I have had good luck with Wierd Jack's and Supertires. Found a lost baggie of STs behind a cabinet a few weeks ago. They'd must have been there for a good year or so, they were just like new. And just the size I needed.  rr


----------



## Scafremon (Dec 11, 2006)

Just wanted to say this is a great thread, with lots of valuable info for a newbie, such as me. 

Thank you!


----------



## Dragula (Jun 27, 2003)

If you guys ever get so inclined,I can show you how to make the penn valley tires on the cheap.
DRAGjet
"Who..me buy tires?"


----------



## zig (Mar 11, 2004)

*tuff one tires*

Do any of you guys know if someone makes tuff one sized rear tires that are a bigger O.D. than stock?

ZIG


----------



## Dragula (Jun 27, 2003)

zig said:


> Do any of you guys know if someone makes tuff one sized rear tires that are a bigger O.D. than stock?
> 
> ZIG


PVT(penn valley tire,and weird jacks)
If any of you are serious about making your own tires,just give me a call,glad to help!
859-356-1566 Chris :thumbsup:


----------



## hellonwheels8 (Feb 4, 2007)

Hello
Hellonwheels8 here.
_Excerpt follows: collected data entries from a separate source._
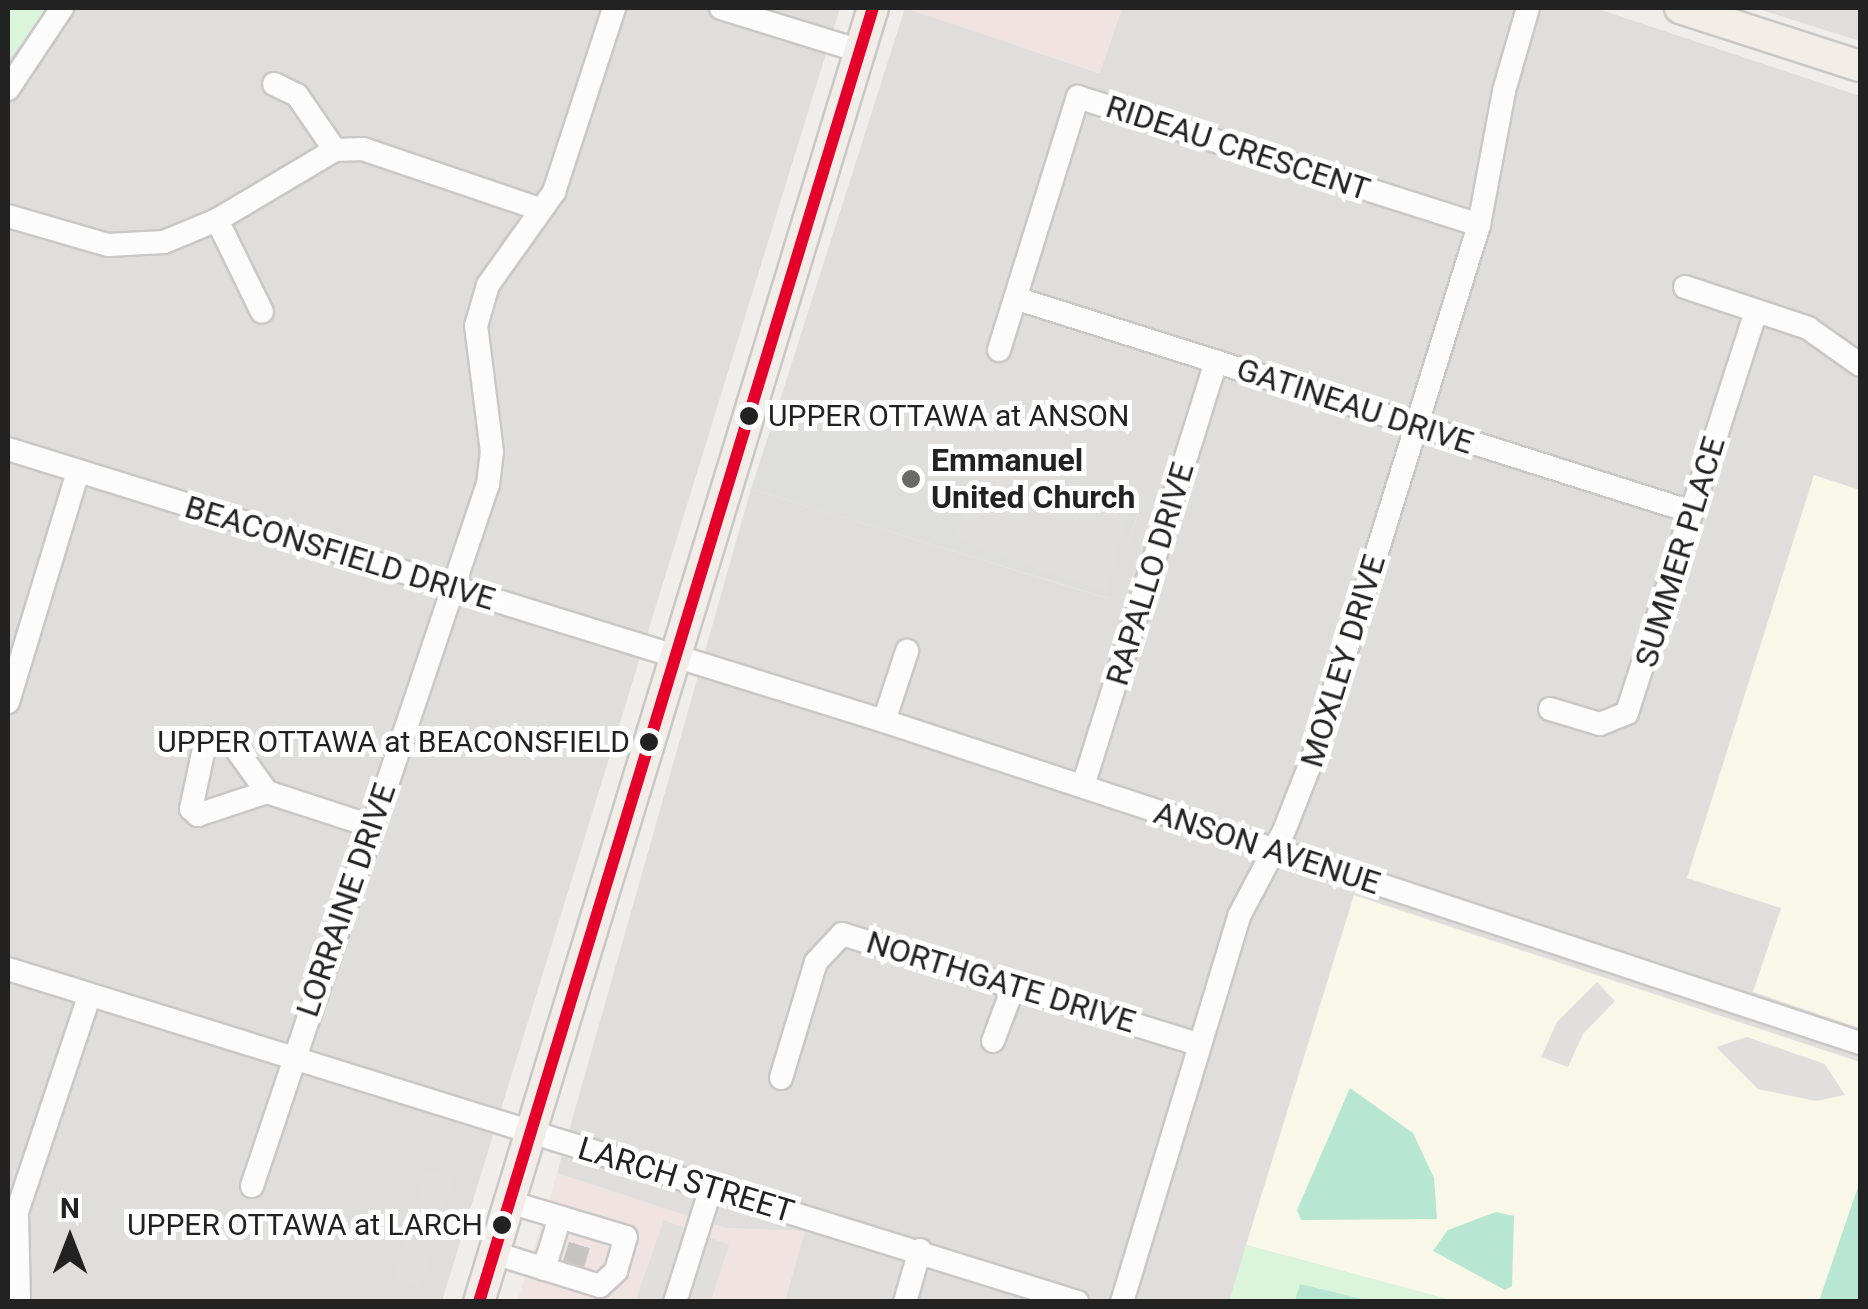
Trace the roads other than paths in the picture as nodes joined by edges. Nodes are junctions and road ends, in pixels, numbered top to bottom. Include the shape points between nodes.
1 (62, 8) edge
2 (614, 8) edge
3 (721, 8) edge
4 (874, 8) edge
5 (1528, 8) edge
6 (1680, 8) edge
7 (860, 51) junction
8 (1860, 66) edge
9 (274, 84) dead end
10 (8, 89) edge
11 (335, 150) junction
12 (539, 210) junction
13 (8, 216) edge
14 (217, 220) junction
15 (1479, 225) junction
16 (1684, 286) dead end
17 (1018, 299) junction
18 (262, 312) dead end
19 (1756, 312) junction
20 (999, 350) dead end
21 (1216, 361) junction
22 (1860, 365) edge
23 (1417, 426) junction
24 (8, 449) edge
25 (78, 472) junction
26 (1692, 512) junction
27 (455, 590) junction
28 (907, 652) dead end
29 (674, 654) junction
30 (8, 702) edge
31 (1550, 709) dead end
32 (884, 720) junction
33 (1083, 786) junction
34 (267, 792) dead end
35 (371, 826) junction
36 (1274, 850) junction
37 (8, 969) edge
38 (1014, 986) junction
39 (89, 998) junction
40 (993, 1041) dead end
41 (1860, 1043) edge
42 (1198, 1044) junction
43 (291, 1061) junction
44 (780, 1078) dead end
45 (529, 1134) junction
46 (252, 1186) dead end
47 (710, 1188) junction
48 (15, 1194) edge
49 (509, 1202) junction
50 (560, 1217) junction
51 (920, 1250) junction
52 (494, 1253) junction
53 (544, 1268) junction
54 (598, 1294) edge
55 (19, 1302) edge
56 (479, 1302) edge
57 (675, 1302) edge
58 (904, 1302) edge
59 (1078, 1302) edge
60 (1122, 1302) edge

1 - 10 street
2 - 12 street, LORRAINE DRIVE via 554,192
3 - 7 street
4 - 7 main road
5 - 15 street, MOXLEY DRIVE
6 - 8 main road
7 - 29 main road
9 - 11 street via 297,95
11 - 12 street via 363,149
11 - 14 street
12 - 27 street, LORRAINE DRIVE via 488,286 476,326 492,452
13 - 14 street via 108,245 164,242
14 - 18 street
15 - 17 street, RIDEAU CRESCENT via 1078,97
15 - 23 street, MOXLEY DRIVE
16 - 19 street
17 - 20 street, RIDEAU CRESCENT
17 - 21 street, GATINEAU DRIVE
19 - 22 street via 1808,328
19 - 26 street, SUMMER PLACE
21 - 23 street, GATINEAU DRIVE
21 - 33 street, RAPALLO DRIVE
23 - 26 street, GATINEAU DRIVE
23 - 36 street, MOXLEY DRIVE via 1310,769
24 - 25 street, BEACONSFIELD DRIVE
25 - 27 street, BEACONSFIELD DRIVE
25 - 30 street
26 - 31 street, SUMMER PLACE via 1627,713 1600,724
27 - 29 street, BEACONSFIELD DRIVE
27 - 35 street, LORRAINE DRIVE
28 - 32 street
29 - 32 street, ANSON AVENUE
29 - 45 main road
32 - 33 street, ANSON AVENUE
33 - 36 street, ANSON AVENUE
34 - 35 street
35 - 43 street, LORRAINE DRIVE
36 - 41 street, ANSON AVENUE
36 - 42 street, MOXLEY DRIVE via 1240,911
37 - 39 street, LARCH STREET
38 - 40 street
38 - 42 street, NORTHGATE DRIVE
38 - 44 street, NORTHGATE DRIVE via 842,934 816,962
39 - 43 street, LARCH STREET
39 - 48 street
42 - 60 street, MOXLEY DRIVE
43 - 45 street, LARCH STREET
43 - 46 street, LORRAINE DRIVE
45 - 47 street, LARCH STREET
45 - 49 main road
47 - 51 street, LARCH STREET
47 - 57 street
48 - 55 street
49 - 50 street
49 - 52 main road
50 - 53 street
50 - 54 street via 583,1234 626,1237 616,1271
51 - 58 street
51 - 59 street, LARCH STREET
52 - 53 street
52 - 56 main road
53 - 54 street via 571,1271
If there is anyone out there that have tried my tires I would love to hear what you think. I am always up for suggestions. Thanks
:wave:


----------



## noddaz (Aug 6, 1999)

*Smaller tires?*

How about a Tuff ones tire with an outside diameter of .350?

Anyone?

Scott?


----------



## zig (Mar 11, 2004)

noddaz said:


> How about a Tuff ones tire with an outside diameter of .350?
> 
> Anyone?
> 
> Scott?


I'm thinkin' more like around .400 to .415  
Sounds wierd but four rear wheels with stock sized or slightly smaller tires on the front, and oversized on the rear would look pretty bad on my sprint cars.
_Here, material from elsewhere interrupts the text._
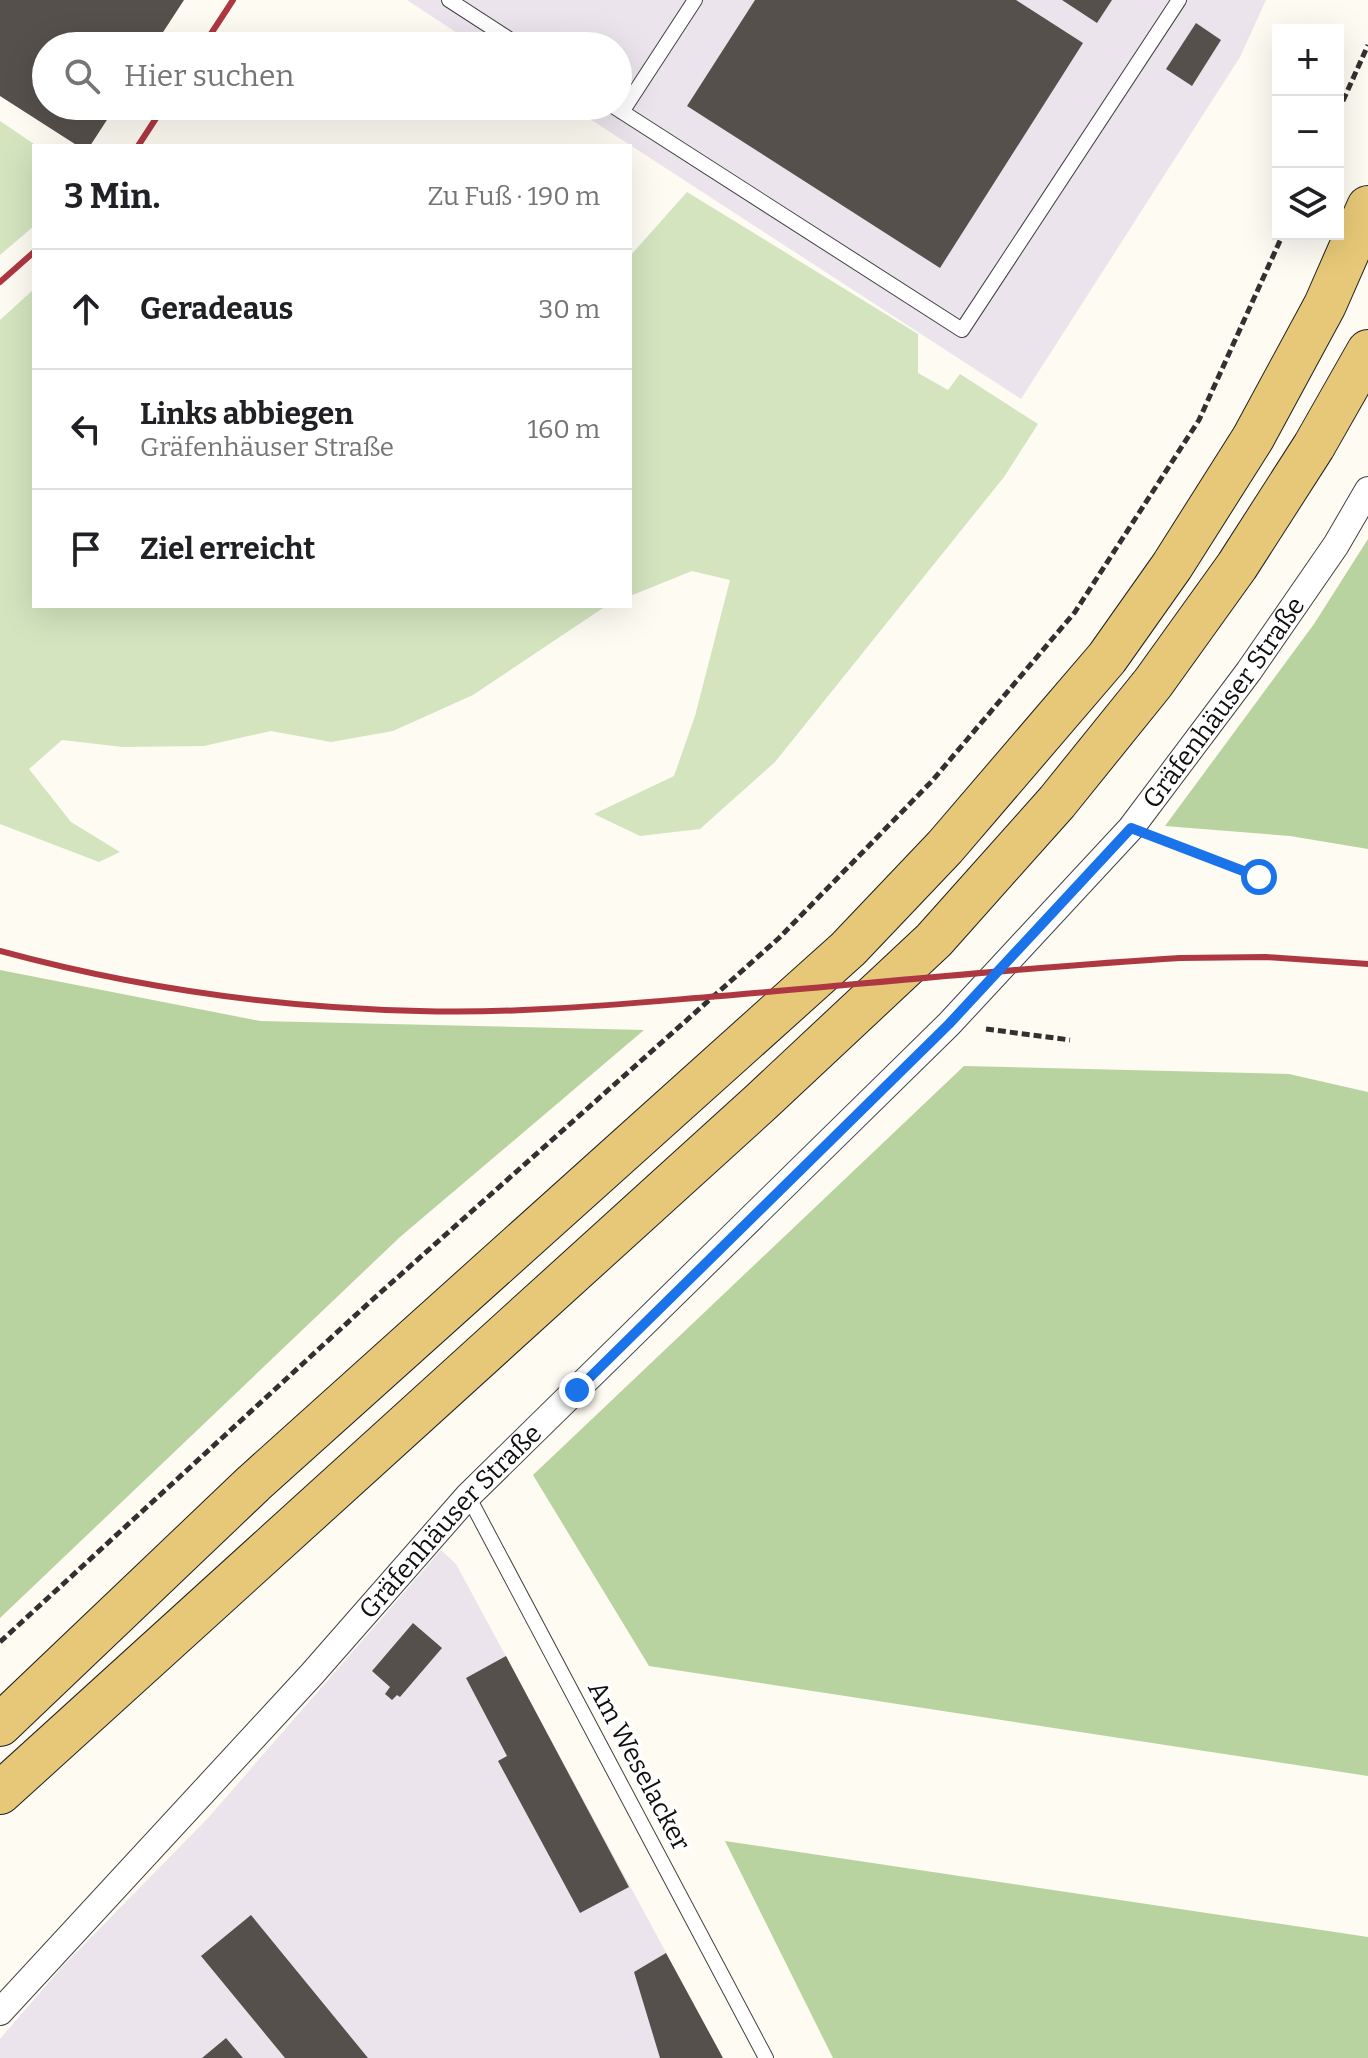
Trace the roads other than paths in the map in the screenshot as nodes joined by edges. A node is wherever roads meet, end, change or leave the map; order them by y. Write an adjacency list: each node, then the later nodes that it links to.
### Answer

I searched the internet for 3/16" silicone tubing to make some out of but can only find it in blue and red... yuck


----------



## noddaz (Aug 6, 1999)

*tires*



zig said:


> I'm thinkin' more like around .400 to .415
> Sounds wierd but four rear wheels with stock sized or slightly smaller tires on the front, and oversized on the rear would look pretty bad on my sprint cars.
> 
> I searched the internet for 3/16" silicone tubing to make some out of but can only find it in blue and red... yuck


Looks like 13/32 Penn Valley tires would be what you are looking for...
13/32 = .4062

Here is the link...
http://www.pennvalleyhobbycenter.com/slotcars/supplies/tires/siliconetires.htm

I need to order some myself...

Scott


----------



## tjd241 (Jan 25, 2004)

*Questions Mike....*



mking said:


> Mike U and i have been talking tires. He often using stock tires, that he wets with solvent and then sands to true them up.
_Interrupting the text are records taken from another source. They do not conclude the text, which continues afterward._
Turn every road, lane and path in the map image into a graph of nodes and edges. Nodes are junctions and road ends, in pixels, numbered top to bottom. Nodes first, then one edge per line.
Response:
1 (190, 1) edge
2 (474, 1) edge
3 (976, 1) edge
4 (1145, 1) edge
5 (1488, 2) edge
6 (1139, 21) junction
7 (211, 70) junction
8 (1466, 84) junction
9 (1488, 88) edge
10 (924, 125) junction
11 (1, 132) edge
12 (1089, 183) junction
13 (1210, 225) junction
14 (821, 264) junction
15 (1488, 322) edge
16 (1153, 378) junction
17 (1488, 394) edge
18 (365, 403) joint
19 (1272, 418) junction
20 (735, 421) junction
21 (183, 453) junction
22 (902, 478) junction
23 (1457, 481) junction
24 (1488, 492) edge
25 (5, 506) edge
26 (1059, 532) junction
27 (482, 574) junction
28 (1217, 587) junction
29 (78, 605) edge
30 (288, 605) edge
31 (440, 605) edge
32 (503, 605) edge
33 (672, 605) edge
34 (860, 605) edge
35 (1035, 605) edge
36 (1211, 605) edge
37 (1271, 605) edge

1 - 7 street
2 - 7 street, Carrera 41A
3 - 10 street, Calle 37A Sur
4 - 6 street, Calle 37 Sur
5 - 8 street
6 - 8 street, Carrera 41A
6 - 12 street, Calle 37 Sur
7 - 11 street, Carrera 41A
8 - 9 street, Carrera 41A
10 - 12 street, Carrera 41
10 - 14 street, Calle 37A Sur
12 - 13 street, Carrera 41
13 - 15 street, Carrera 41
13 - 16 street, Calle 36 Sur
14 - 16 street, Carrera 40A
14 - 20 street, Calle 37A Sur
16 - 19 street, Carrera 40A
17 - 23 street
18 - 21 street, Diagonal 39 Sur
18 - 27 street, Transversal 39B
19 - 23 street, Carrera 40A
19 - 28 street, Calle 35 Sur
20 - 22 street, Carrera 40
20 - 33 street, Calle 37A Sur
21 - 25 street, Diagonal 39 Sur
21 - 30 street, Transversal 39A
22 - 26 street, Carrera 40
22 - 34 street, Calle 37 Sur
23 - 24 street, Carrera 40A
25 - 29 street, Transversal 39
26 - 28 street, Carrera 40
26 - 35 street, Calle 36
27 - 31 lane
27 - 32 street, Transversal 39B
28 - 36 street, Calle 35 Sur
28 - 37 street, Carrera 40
Does Mike U prefer the stock rubbers for any specific reason? Race rules? Cost? Looks? or Performance? After I started using silicones I never looked back, except if I was going for "looks". Just curious. nuther D


----------



## mking (Apr 25, 2000)

*Stock Tires & Helen's Tires*

Stock Tires: After noticing one of MikeU's posts on stock tires, i threw a pair on an XT chassis i tuned up. i was amazed. after a bit of testing, i found out that on my track, i got the best lap times using a clean pair of stock XT tires. i dont know why. i am usually a really big fan of switching from stock to silicone tires. but on my track (4x8 twisty road course, routed MDF, magnatech braind instead of rails) i get better results with the stock XT tires. not at all true for JLTO or any other chassis, just the XTs. 

Helens tires: i have tried and like her white boots for HP2s.


----------



## Slot Dawg (Feb 4, 2007)

hellonwheels8 said:


> Hello
> Hellonwheels8 here. If there is anyone out there that have tried my tires I would love to hear what you think. I am always up for suggestions. Thanks
> :wave:



I have used them. I have used Weird Jacks and Super tires too. I prefer yours over both of the others. Look better than the others and they grip GREAT!!! Keep making them, please!


----------



## WesJY (Mar 4, 2004)

I have used helen's tires - they are great! they grip really well on my 4 by 15 track. I like her white boot tires the best.

Wes


----------



## zig (Mar 11, 2004)

noddaz said:


> Looks like 13/32 Penn Valley tires would be what you are looking for...
> 13/32 = .4062
> 
> Here is the link...
> ...


Thanks Scott,
That is just what I'm looking for... can't beat the prices either


----------



## Scafremon (Dec 11, 2006)

I trued my first tires today, and very pleased with the improvement! 

I followed Bill Halls description, substituting 150 grit (all i have). It took a quick 10% off my lap time for the particular car i was using, which I had just put some wierd jack blems on.

I like it when I can implement one of the tips you guys offer, and see the results right away.

Thank you!!


----------



## Bill Hall (Jan 6, 2007)

No way! Sumthin I suggested actually worked LOL.

Good news Scaf. 10 percent is huge. Having a full contact patch on all tires works great!...No? Did ya check the front tires as well? Please do! Its a critical and related part of pick up shoe tuning that is often overlooked.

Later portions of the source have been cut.